— TASK REQUIREMENTS —
In the data that follows, count each line with the string "node"; the reply is the number only.

Excerpts from a dataset:
* * * * * * * * *
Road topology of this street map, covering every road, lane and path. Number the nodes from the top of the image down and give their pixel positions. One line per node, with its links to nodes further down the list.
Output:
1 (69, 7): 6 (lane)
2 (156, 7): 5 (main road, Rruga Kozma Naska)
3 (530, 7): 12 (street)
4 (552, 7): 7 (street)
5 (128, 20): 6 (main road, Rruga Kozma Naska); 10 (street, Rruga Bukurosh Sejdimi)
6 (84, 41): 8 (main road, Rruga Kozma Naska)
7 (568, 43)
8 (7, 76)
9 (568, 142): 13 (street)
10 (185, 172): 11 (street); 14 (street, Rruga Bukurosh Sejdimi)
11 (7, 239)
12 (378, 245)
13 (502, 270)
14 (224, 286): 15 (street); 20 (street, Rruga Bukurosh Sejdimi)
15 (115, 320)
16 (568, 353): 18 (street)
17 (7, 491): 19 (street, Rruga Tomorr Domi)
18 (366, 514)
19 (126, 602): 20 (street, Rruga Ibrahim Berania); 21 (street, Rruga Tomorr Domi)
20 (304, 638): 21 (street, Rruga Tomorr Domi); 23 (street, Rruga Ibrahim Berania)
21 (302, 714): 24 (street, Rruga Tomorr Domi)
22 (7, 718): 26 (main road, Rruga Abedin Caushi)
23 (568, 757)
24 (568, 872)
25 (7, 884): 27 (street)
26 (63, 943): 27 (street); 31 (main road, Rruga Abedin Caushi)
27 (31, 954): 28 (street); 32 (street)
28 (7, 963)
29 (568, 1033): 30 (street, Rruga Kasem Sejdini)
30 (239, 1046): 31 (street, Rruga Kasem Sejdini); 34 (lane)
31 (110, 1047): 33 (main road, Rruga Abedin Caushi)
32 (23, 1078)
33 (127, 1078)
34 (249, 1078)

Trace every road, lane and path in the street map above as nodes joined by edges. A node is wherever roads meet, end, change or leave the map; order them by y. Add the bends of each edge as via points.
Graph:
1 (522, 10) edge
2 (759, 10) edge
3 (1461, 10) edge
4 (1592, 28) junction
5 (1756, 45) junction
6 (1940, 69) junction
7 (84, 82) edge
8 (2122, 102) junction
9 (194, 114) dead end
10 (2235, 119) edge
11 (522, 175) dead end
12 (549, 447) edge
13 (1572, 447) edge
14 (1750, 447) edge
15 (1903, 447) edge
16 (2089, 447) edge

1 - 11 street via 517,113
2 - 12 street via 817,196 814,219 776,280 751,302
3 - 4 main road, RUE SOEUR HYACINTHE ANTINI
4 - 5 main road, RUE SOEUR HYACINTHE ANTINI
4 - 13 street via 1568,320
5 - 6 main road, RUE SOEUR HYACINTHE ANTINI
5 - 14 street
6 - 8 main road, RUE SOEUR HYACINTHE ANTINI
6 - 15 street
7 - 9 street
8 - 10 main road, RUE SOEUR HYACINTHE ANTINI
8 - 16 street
* * * * * * * * *
— SOLUTION TO THIS EXERCISE —
2